[What the task requires]
Only the pictures are to be left out; return the rest of the data exactly as it stands.

[Source material]
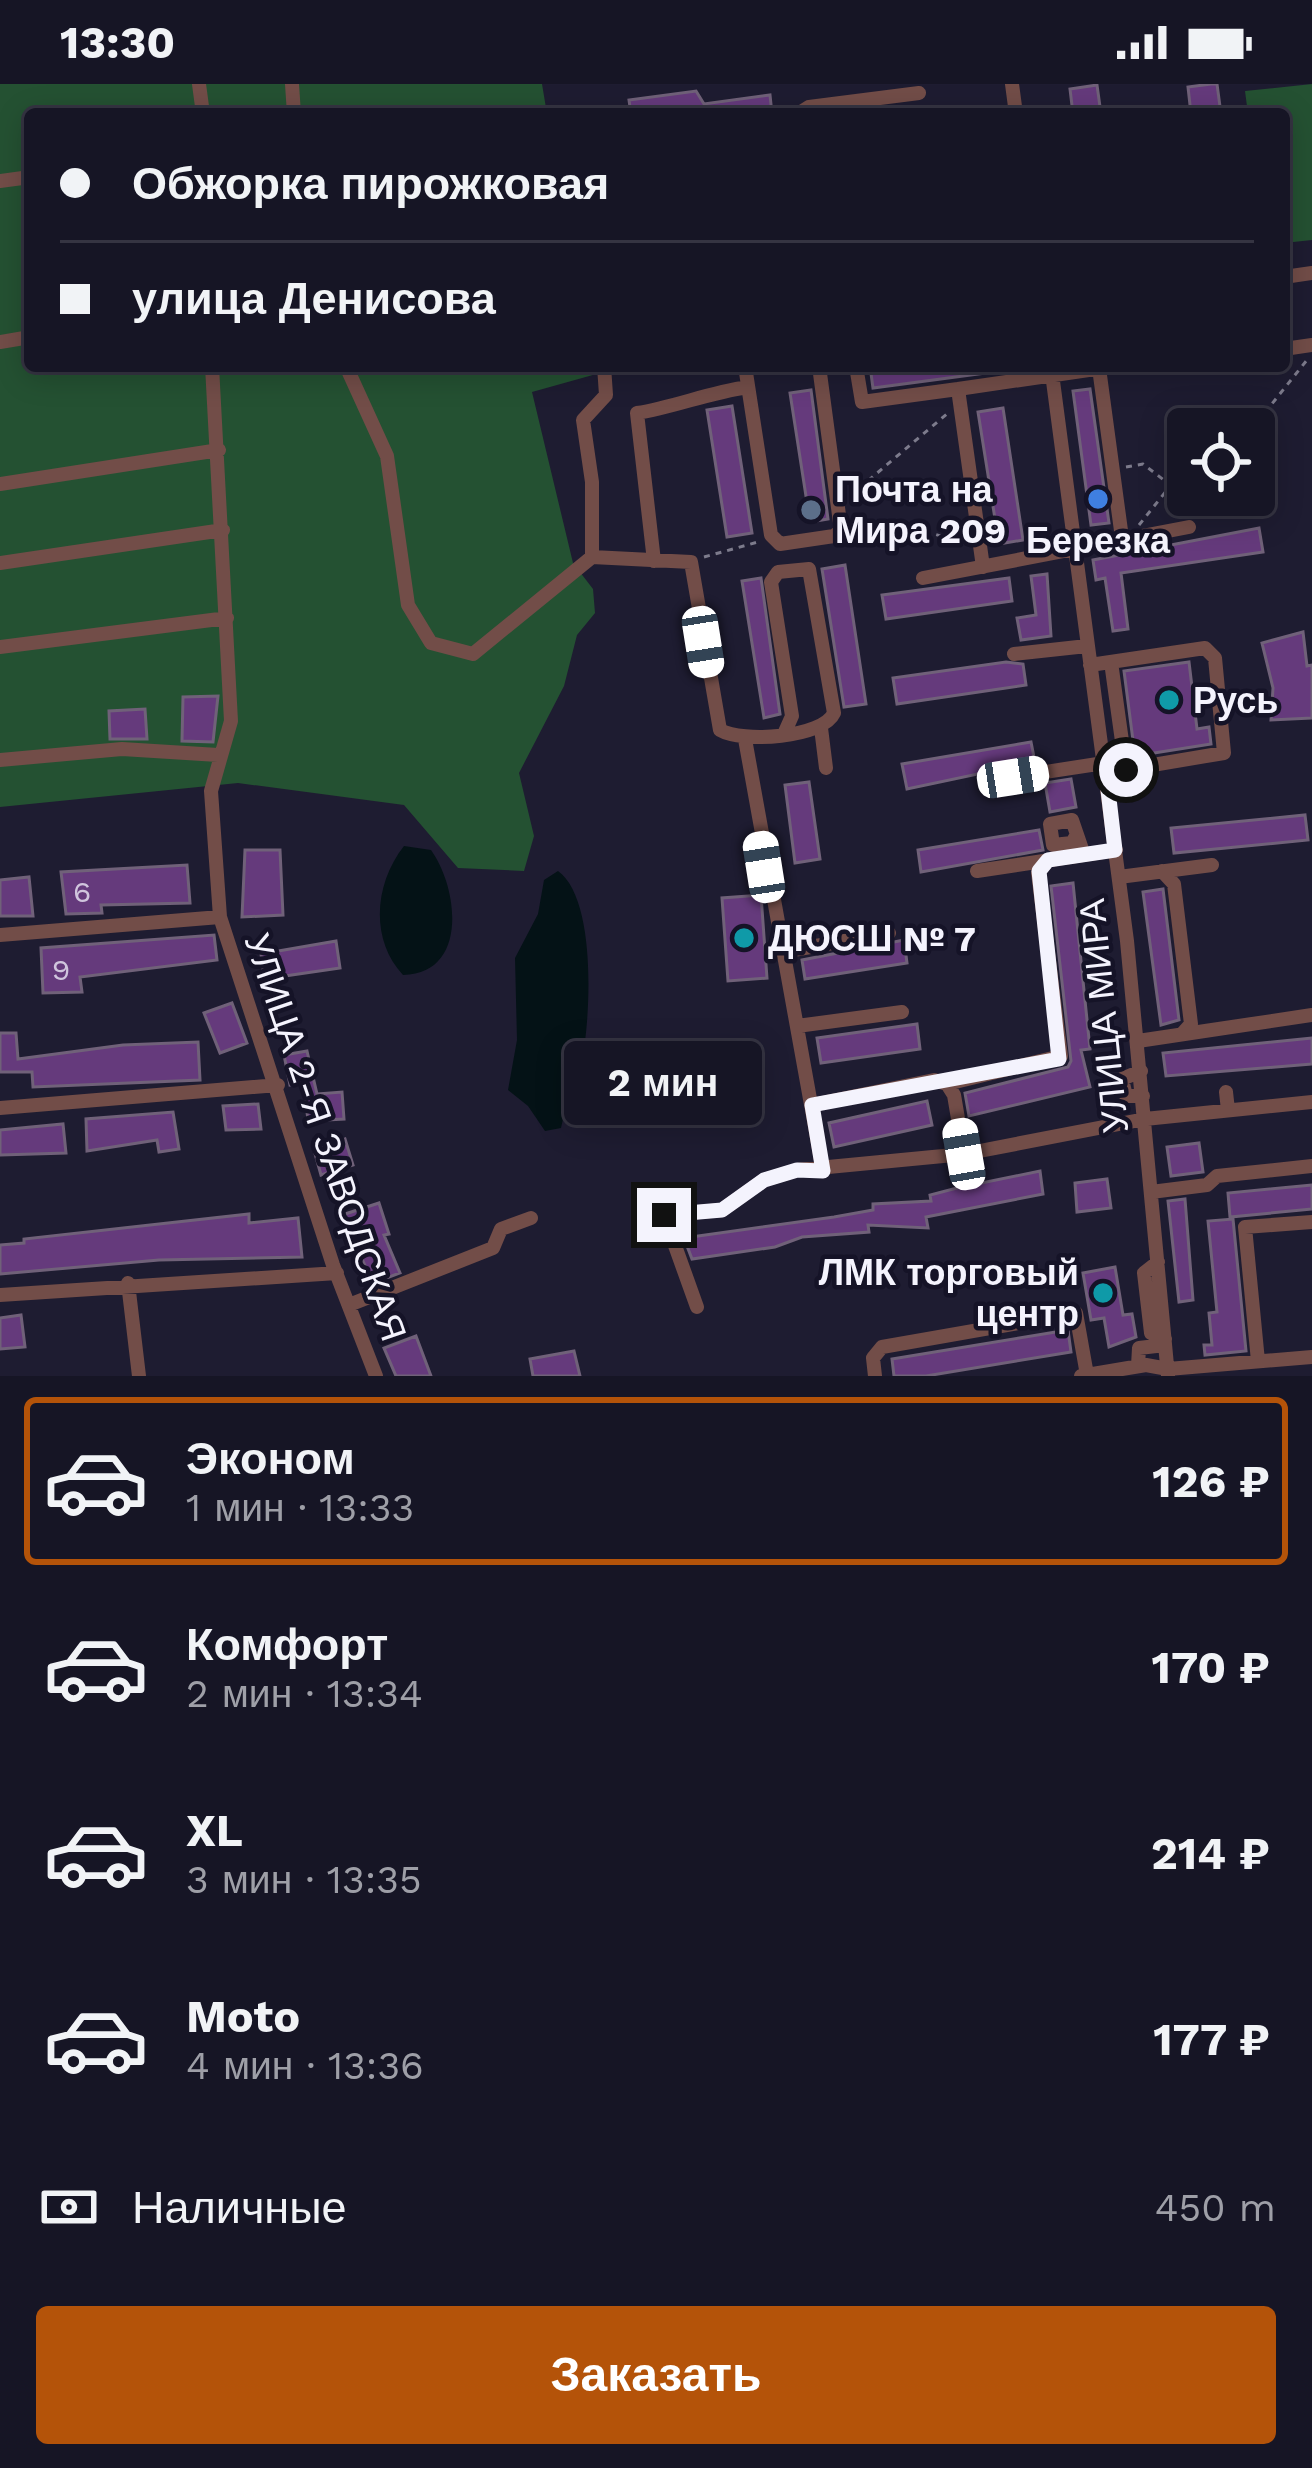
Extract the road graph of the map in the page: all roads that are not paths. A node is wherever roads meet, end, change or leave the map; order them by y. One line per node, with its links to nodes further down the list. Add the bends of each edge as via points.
1 (919, 93): 2 (street)
2 (807, 108)
3 (212, 372): 14 (street)
4 (349, 372): 20 (street, via 386,456 408,605 431,643 472,654)
5 (604, 372): 20 (street, via 606,394 583,420)
6 (746, 372): 12 (street)
7 (820, 372): 12 (street, via 837,535 772,539)
8 (857, 372): 13 (street, via 862,403)
9 (1048, 372): 13 (street)
10 (1052, 372): 19 (street, УЛИЦА МИРА)
11 (1101, 372): 18 (street)
12 (748, 386): 21 (street, via 637,413)
13 (959, 397): 23 (street)
14 (219, 450): 15 (street); 17 (street)
15 (0, 484)
16 (1189, 527): 18 (street)
17 (223, 530): 22 (street); 25 (street)
18 (1122, 538): 19 (street)
19 (1073, 550): 23 (street); 26 (street, УЛИЦА МИРА)
20 (592, 557): 21 (street)
21 (653, 561): 34 (street, via 691,562 715,722)
22 (0, 563)
23 (983, 567): 24 (street)
24 (923, 578)
25 (227, 618): 27 (street); 35 (street, УЛИЦА 2-Я ЗАВОДСКАЯ, via 232,721 230,743)
26 (1087, 646): 28 (street); 30 (street, УЛИЦА МИРА)
27 (0, 647)
28 (1014, 654)
29 (1111, 662): 30 (street); 39 (street); 39 (street, via 1204,648 1215,656 1224,753)
30 (1090, 665): 38 (street, УЛИЦА МИРА)
31 (793, 716): 32 (street); 32 (street, via 771,583 778,572 807,568 833,706 830,723); 33 (street)
32 (814, 729): 33 (street); 37 (street)
33 (784, 734): 34 (street)
34 (745, 739): 52 (street)
35 (218, 755): 36 (street, via 122,749); 49 (street, УЛИЦА 2-Я ЗАВОДСКАЯ, via 210,812)
36 (0, 760)
37 (826, 768)
38 (1105, 768): 39 (street); 40 (street); 42 (street, УЛИЦА МИРА)
39 (1126, 770)
40 (1013, 777)
41 (1076, 836): 43 (street)
42 (1115, 850): 43 (street); 48 (street, УЛИЦА МИРА)
43 (1084, 855): 44 (street)
44 (1048, 860): 46 (street); 58 (street, via 1038,873 1060,1058)
45 (1212, 865): 47 (street)
46 (976, 871)
47 (1162, 871): 48 (street); 56 (street, via 1174,882 1191,1024)
48 (1119, 877): 57 (street, УЛИЦА МИРА)
49 (220, 917): 51 (street); 59 (street, УЛИЦА 2-Я ЗАВОДСКАЯ)
50 (889, 933): 52 (street)
51 (0, 934)
52 (782, 952): 55 (street)
53 (902, 1012): 55 (street)
54 (1312, 1015): 56 (street)
55 (797, 1026): 62 (street)
56 (1182, 1034): 57 (street)
57 (1138, 1041): 65 (street, УЛИЦА МИРА)
58 (947, 1084): 62 (street); 66 (street)
59 (278, 1085): 63 (street); 72 (street, УЛИЦА 2-Я ЗАВОДСКАЯ)
60 (1226, 1092): 64 (street)
61 (1312, 1102): 64 (street)
62 (812, 1105): 68 (street)
63 (0, 1108)
64 (1228, 1110): 65 (street)
65 (1145, 1119): 66 (street); 69 (street, УЛИЦА МИРА)
66 (964, 1154): 68 (street)
67 (1312, 1166): 69 (street)
68 (823, 1171): 76 (street, via 764,1180 722,1210 664,1215)
69 (1151, 1192): 77 (street, УЛИЦА МИРА)
70 (531, 1218): 75 (street, via 501,1229 494,1248)
71 (1312, 1222): 79 (street, via 1245,1227)
72 (337, 1273): 73 (street); 75 (street, УЛИЦА 2-Я ЗАВОДСКАЯ)
73 (128, 1283): 74 (street); 82 (street)
74 (0, 1295)
75 (349, 1305): 83 (street, УЛИЦА 2-Я ЗАВОДСКАЯ)
76 (697, 1307)
77 (1165, 1342): 80 (street, via 1139,1348); 81 (street, УЛИЦА МИРА)
78 (1312, 1357): 79 (street)
79 (1258, 1361): 81 (street)
80 (1138, 1366): 81 (street); 85 (street)
81 (1168, 1372)
82 (139, 1376)
83 (376, 1376)
84 (875, 1376): 85 (street, via 873,1358 882,1347 1076,1313)
85 (1084, 1376)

[Solution]
Extract the road graph of the map in the page: all roads that are not paths. A node is wherever roads meet, end, change or leave the map; order them by y. One line per node, with its links to nodes further down the list. Add the bends of each edge as via points.
1 (919, 93): 2 (street)
2 (807, 108)
3 (212, 372): 14 (street)
4 (349, 372): 20 (street, via 386,456 408,605 431,643 472,654)
5 (604, 372): 20 (street, via 606,394 583,420)
6 (746, 372): 12 (street)
7 (820, 372): 12 (street, via 837,535 772,539)
8 (857, 372): 13 (street, via 862,403)
9 (1048, 372): 13 (street)
10 (1052, 372): 19 (street, УЛИЦА МИРА)
11 (1101, 372): 18 (street)
12 (748, 386): 21 (street, via 637,413)
13 (959, 397): 23 (street)
14 (219, 450): 15 (street); 17 (street)
15 (0, 484)
16 (1189, 527): 18 (street)
17 (223, 530): 22 (street); 25 (street)
18 (1122, 538): 19 (street)
19 (1073, 550): 23 (street); 26 (street, УЛИЦА МИРА)
20 (592, 557): 21 (street)
21 (653, 561): 34 (street, via 691,562 715,722)
22 (0, 563)
23 (983, 567): 24 (street)
24 (923, 578)
25 (227, 618): 27 (street); 35 (street, УЛИЦА 2-Я ЗАВОДСКАЯ, via 232,721 230,743)
26 (1087, 646): 28 (street); 30 (street, УЛИЦА МИРА)
27 (0, 647)
28 (1014, 654)
29 (1111, 662): 30 (street); 39 (street); 39 (street, via 1204,648 1215,656 1224,753)
30 (1090, 665): 38 (street, УЛИЦА МИРА)
31 (793, 716): 32 (street); 32 (street, via 771,583 778,572 807,568 833,706 830,723); 33 (street)
32 (814, 729): 33 (street); 37 (street)
33 (784, 734): 34 (street)
34 (745, 739): 52 (street)
35 (218, 755): 36 (street, via 122,749); 49 (street, УЛИЦА 2-Я ЗАВОДСКАЯ, via 210,812)
36 (0, 760)
37 (826, 768)
38 (1105, 768): 39 (street); 40 (street); 42 (street, УЛИЦА МИРА)
39 (1126, 770)
40 (1013, 777)
41 (1076, 836): 43 (street)
42 (1115, 850): 43 (street); 48 (street, УЛИЦА МИРА)
43 (1084, 855): 44 (street)
44 (1048, 860): 46 (street); 58 (street, via 1038,873 1060,1058)
45 (1212, 865): 47 (street)
46 (976, 871)
47 (1162, 871): 48 (street); 56 (street, via 1174,882 1191,1024)
48 (1119, 877): 57 (street, УЛИЦА МИРА)
49 (220, 917): 51 (street); 59 (street, УЛИЦА 2-Я ЗАВОДСКАЯ)
50 (889, 933): 52 (street)
51 (0, 934)
52 (782, 952): 55 (street)
53 (902, 1012): 55 (street)
54 (1312, 1015): 56 (street)
55 (797, 1026): 62 (street)
56 (1182, 1034): 57 (street)
57 (1138, 1041): 65 (street, УЛИЦА МИРА)
58 (947, 1084): 62 (street); 66 (street)
59 (278, 1085): 63 (street); 72 (street, УЛИЦА 2-Я ЗАВОДСКАЯ)
60 (1226, 1092): 64 (street)
61 (1312, 1102): 64 (street)
62 (812, 1105): 68 (street)
63 (0, 1108)
64 (1228, 1110): 65 (street)
65 (1145, 1119): 66 (street); 69 (street, УЛИЦА МИРА)
66 (964, 1154): 68 (street)
67 (1312, 1166): 69 (street)
68 (823, 1171): 76 (street, via 764,1180 722,1210 664,1215)
69 (1151, 1192): 77 (street, УЛИЦА МИРА)
70 (531, 1218): 75 (street, via 501,1229 494,1248)
71 (1312, 1222): 79 (street, via 1245,1227)
72 (337, 1273): 73 (street); 75 (street, УЛИЦА 2-Я ЗАВОДСКАЯ)
73 (128, 1283): 74 (street); 82 (street)
74 (0, 1295)
75 (349, 1305): 83 (street, УЛИЦА 2-Я ЗАВОДСКАЯ)
76 (697, 1307)
77 (1165, 1342): 80 (street, via 1139,1348); 81 (street, УЛИЦА МИРА)
78 (1312, 1357): 79 (street)
79 (1258, 1361): 81 (street)
80 (1138, 1366): 81 (street); 85 (street)
81 (1168, 1372)
82 (139, 1376)
83 (376, 1376)
84 (875, 1376): 85 (street, via 873,1358 882,1347 1076,1313)
85 (1084, 1376)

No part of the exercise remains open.